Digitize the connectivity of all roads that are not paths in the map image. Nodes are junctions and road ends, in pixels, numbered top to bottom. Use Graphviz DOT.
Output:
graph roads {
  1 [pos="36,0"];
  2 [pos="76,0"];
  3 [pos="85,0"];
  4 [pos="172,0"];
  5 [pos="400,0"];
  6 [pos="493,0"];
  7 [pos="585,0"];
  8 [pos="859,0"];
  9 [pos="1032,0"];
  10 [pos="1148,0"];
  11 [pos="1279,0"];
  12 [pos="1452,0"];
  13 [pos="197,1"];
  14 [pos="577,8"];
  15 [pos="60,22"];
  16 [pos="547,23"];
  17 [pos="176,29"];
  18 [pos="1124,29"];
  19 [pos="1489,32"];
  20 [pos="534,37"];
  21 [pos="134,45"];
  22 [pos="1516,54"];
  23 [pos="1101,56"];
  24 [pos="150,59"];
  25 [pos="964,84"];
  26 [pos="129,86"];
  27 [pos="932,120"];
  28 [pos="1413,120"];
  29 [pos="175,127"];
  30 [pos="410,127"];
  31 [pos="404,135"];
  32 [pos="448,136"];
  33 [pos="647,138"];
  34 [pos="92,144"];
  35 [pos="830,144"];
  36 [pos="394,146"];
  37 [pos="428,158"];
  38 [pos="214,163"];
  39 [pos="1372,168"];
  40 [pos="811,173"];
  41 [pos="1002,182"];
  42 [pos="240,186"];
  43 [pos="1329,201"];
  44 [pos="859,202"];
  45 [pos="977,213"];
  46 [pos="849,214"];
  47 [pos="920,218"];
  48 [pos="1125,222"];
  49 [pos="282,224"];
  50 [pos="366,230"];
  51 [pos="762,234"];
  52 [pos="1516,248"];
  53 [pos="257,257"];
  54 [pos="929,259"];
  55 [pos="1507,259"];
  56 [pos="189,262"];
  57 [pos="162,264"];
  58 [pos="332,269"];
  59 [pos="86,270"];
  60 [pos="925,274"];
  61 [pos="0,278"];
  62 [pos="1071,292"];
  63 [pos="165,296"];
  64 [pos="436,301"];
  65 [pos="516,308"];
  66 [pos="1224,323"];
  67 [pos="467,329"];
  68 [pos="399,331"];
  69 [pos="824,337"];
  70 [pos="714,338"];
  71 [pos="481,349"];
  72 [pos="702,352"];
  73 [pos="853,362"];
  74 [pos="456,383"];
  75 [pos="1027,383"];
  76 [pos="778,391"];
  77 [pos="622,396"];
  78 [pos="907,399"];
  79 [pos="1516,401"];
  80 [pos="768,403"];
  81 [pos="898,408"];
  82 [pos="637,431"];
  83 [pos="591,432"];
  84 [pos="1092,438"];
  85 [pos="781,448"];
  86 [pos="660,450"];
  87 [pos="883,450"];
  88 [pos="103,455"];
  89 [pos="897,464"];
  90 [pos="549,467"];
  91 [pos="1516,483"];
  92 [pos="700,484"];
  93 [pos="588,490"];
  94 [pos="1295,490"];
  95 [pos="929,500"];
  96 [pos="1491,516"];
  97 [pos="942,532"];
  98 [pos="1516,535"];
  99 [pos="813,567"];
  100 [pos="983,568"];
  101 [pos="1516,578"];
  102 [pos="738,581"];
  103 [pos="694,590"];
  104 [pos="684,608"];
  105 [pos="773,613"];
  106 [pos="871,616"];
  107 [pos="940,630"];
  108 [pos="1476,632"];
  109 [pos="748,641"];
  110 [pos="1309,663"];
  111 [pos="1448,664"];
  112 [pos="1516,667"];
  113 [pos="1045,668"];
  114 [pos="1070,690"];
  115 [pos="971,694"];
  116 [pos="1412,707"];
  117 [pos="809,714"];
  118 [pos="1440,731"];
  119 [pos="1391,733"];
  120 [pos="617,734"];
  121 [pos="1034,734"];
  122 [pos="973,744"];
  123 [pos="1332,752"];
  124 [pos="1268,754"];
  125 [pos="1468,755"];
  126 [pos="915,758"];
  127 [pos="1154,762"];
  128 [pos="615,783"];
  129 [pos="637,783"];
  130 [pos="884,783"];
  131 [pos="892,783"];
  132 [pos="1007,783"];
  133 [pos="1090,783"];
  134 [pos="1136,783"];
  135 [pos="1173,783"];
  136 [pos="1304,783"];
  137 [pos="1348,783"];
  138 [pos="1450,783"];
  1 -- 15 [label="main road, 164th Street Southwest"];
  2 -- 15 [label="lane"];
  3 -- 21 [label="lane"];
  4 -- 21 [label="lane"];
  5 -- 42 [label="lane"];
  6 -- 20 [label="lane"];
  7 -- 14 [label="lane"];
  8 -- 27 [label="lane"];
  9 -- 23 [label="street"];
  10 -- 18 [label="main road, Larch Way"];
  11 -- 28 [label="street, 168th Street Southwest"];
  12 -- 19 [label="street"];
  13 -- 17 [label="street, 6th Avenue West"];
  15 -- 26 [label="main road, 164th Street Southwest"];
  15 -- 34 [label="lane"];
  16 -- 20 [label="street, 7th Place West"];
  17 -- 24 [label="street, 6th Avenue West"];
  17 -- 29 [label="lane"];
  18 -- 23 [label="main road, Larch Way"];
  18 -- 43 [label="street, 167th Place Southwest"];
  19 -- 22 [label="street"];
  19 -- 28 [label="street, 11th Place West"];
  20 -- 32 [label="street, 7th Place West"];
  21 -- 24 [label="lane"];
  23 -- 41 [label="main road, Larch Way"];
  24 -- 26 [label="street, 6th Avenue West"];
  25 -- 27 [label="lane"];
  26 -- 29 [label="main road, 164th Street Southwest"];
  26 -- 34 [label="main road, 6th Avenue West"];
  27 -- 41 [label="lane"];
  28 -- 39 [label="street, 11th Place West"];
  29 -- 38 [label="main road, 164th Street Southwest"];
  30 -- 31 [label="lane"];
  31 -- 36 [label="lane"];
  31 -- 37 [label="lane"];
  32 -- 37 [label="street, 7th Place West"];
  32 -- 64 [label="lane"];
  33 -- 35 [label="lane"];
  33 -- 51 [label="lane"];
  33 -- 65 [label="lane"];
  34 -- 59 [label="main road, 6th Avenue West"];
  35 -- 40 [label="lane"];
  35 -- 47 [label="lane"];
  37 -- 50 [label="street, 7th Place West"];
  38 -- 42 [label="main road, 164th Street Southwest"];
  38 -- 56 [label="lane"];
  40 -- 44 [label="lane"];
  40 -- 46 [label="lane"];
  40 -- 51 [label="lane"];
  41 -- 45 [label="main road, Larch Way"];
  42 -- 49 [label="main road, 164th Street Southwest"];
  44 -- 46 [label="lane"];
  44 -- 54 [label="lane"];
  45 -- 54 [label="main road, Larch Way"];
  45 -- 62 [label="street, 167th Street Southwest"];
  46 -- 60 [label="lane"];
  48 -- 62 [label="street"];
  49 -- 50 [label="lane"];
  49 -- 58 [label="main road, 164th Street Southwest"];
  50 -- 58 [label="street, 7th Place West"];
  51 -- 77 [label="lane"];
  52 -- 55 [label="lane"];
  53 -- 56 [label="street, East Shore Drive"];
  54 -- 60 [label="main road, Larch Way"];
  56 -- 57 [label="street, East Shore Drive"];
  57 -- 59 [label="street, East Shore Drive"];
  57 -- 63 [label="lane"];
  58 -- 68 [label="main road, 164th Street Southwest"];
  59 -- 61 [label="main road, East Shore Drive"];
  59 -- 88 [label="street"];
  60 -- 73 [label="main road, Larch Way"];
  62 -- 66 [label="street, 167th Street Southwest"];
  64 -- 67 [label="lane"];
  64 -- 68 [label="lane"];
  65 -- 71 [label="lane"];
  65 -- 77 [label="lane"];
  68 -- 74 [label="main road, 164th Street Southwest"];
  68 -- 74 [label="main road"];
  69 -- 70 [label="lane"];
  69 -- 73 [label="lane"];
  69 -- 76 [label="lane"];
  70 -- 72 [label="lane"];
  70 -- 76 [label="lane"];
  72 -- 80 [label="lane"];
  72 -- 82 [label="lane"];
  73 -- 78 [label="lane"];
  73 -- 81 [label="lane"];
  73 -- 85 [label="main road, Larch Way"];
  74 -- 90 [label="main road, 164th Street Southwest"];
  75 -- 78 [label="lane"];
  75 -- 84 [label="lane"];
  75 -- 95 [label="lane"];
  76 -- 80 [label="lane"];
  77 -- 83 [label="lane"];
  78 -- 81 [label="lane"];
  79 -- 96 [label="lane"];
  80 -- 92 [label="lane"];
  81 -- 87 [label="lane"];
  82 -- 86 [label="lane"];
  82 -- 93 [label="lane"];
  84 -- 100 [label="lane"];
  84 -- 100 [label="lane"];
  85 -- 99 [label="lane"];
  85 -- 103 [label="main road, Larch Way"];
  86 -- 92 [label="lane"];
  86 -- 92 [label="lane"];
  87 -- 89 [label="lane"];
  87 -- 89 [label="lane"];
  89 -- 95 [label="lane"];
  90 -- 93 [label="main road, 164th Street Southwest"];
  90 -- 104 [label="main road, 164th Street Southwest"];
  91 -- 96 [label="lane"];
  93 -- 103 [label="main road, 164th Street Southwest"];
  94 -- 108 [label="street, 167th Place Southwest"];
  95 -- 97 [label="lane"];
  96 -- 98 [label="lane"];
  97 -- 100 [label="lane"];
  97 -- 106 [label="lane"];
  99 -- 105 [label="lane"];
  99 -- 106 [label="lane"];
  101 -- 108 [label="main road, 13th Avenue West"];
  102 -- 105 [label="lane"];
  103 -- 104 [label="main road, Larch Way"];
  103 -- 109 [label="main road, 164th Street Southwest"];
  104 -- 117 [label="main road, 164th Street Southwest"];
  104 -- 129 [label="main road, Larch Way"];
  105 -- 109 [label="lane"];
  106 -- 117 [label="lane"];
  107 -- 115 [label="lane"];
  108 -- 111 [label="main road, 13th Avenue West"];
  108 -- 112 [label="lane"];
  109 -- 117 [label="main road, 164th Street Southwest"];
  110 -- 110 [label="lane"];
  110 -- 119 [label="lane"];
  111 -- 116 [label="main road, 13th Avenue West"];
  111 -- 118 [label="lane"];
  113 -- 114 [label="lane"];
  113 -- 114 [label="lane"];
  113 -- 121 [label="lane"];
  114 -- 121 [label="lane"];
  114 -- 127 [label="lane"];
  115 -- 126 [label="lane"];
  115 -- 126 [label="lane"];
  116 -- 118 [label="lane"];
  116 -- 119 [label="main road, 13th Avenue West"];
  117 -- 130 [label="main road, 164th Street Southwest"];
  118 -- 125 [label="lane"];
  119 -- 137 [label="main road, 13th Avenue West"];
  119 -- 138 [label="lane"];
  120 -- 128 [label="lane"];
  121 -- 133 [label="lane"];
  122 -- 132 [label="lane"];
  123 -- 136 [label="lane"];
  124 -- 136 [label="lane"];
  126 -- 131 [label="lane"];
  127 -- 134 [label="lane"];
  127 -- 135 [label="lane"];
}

ACTIVITY: Only lines containing the word "roads" should be copied from the material above.

WRITTEN REPLY:
Digitize the connectivity of all roads that are not paths in the map image. Nodes are junctions and road ends, in pixels, numbered top to bottom. Use Graphviz DOT.
graph roads {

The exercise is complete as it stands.